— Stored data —
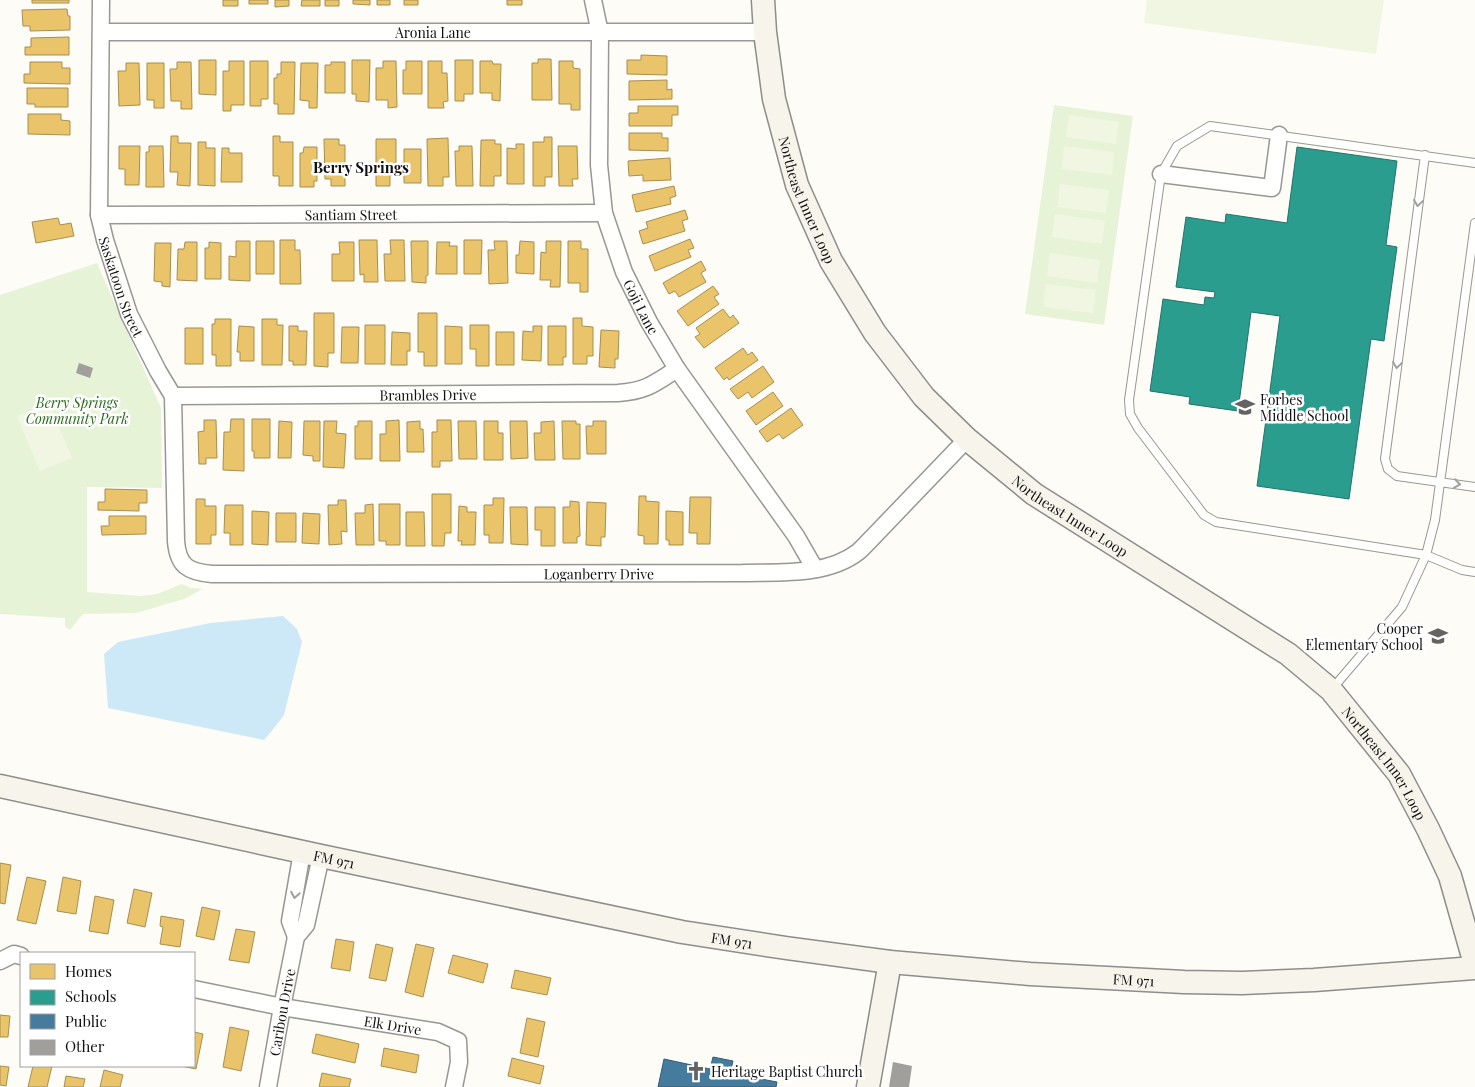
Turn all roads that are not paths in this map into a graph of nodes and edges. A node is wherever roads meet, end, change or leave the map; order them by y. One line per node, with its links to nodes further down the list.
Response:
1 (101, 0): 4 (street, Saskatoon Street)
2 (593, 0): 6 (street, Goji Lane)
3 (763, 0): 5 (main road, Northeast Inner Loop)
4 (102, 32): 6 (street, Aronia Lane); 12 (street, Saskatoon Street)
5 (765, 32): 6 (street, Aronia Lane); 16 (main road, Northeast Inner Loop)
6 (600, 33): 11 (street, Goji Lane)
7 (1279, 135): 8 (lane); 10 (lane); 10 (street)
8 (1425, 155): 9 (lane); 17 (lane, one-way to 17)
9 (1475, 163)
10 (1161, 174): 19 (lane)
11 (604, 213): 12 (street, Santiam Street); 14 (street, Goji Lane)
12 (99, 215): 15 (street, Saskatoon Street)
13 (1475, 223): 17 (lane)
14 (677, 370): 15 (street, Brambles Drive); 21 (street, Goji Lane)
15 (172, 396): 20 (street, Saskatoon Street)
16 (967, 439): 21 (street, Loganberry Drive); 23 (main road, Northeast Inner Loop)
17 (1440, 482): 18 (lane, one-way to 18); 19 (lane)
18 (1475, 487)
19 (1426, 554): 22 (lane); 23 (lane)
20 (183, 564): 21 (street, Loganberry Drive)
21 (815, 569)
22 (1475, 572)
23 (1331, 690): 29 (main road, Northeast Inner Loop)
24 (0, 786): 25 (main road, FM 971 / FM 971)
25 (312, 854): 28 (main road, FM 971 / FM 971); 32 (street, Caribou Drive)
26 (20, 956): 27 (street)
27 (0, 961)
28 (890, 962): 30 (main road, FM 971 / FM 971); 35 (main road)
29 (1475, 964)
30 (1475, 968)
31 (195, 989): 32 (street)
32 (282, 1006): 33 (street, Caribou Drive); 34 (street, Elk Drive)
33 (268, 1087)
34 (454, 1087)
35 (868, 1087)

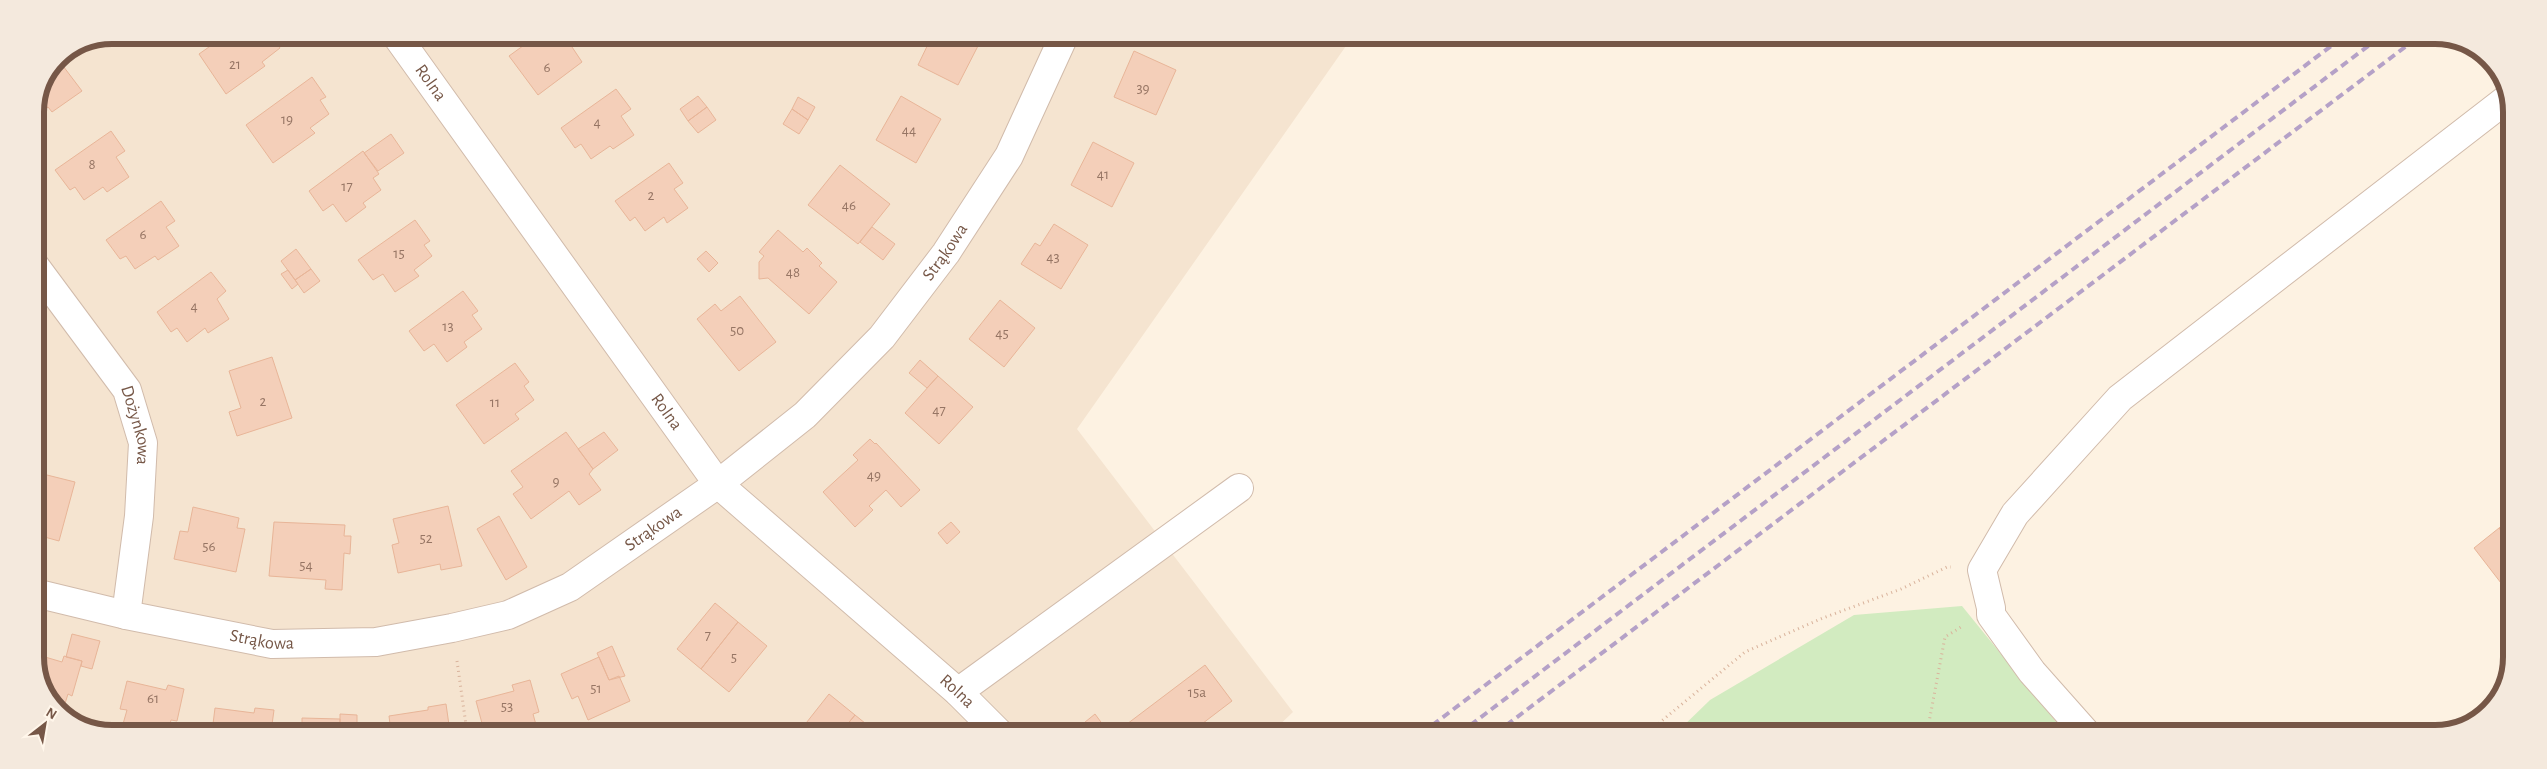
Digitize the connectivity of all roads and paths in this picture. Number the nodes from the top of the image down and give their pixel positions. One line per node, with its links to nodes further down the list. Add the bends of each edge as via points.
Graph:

— WHAT YOU HAVE TO DO —
Provide an exact copy of the records, excluding every picture.

— ANSWER FOR THE TASK —
Turn all roads that are not paths in this map into a graph of nodes and edges. A node is wherever roads meet, end, change or leave the map; order them by y. One line per node, with its links to nodes further down the list.
Response:
1 (101, 0): 4 (street, Saskatoon Street)
2 (593, 0): 6 (street, Goji Lane)
3 (763, 0): 5 (main road, Northeast Inner Loop)
4 (102, 32): 6 (street, Aronia Lane); 12 (street, Saskatoon Street)
5 (765, 32): 6 (street, Aronia Lane); 16 (main road, Northeast Inner Loop)
6 (600, 33): 11 (street, Goji Lane)
7 (1279, 135): 8 (lane); 10 (lane); 10 (street)
8 (1425, 155): 9 (lane); 17 (lane, one-way to 17)
9 (1475, 163)
10 (1161, 174): 19 (lane)
11 (604, 213): 12 (street, Santiam Street); 14 (street, Goji Lane)
12 (99, 215): 15 (street, Saskatoon Street)
13 (1475, 223): 17 (lane)
14 (677, 370): 15 (street, Brambles Drive); 21 (street, Goji Lane)
15 (172, 396): 20 (street, Saskatoon Street)
16 (967, 439): 21 (street, Loganberry Drive); 23 (main road, Northeast Inner Loop)
17 (1440, 482): 18 (lane, one-way to 18); 19 (lane)
18 (1475, 487)
19 (1426, 554): 22 (lane); 23 (lane)
20 (183, 564): 21 (street, Loganberry Drive)
21 (815, 569)
22 (1475, 572)
23 (1331, 690): 29 (main road, Northeast Inner Loop)
24 (0, 786): 25 (main road, FM 971 / FM 971)
25 (312, 854): 28 (main road, FM 971 / FM 971); 32 (street, Caribou Drive)
26 (20, 956): 27 (street)
27 (0, 961)
28 (890, 962): 30 (main road, FM 971 / FM 971); 35 (main road)
29 (1475, 964)
30 (1475, 968)
31 (195, 989): 32 (street)
32 (282, 1006): 33 (street, Caribou Drive); 34 (street, Elk Drive)
33 (268, 1087)
34 (454, 1087)
35 (868, 1087)

Digitize the connectivity of all roads and paths in this picture. Number the nodes from the top of the image down and give their pixel positions. One line per node, with its links to nodes further down the list. Add the bends of each edge as via points.
Graph:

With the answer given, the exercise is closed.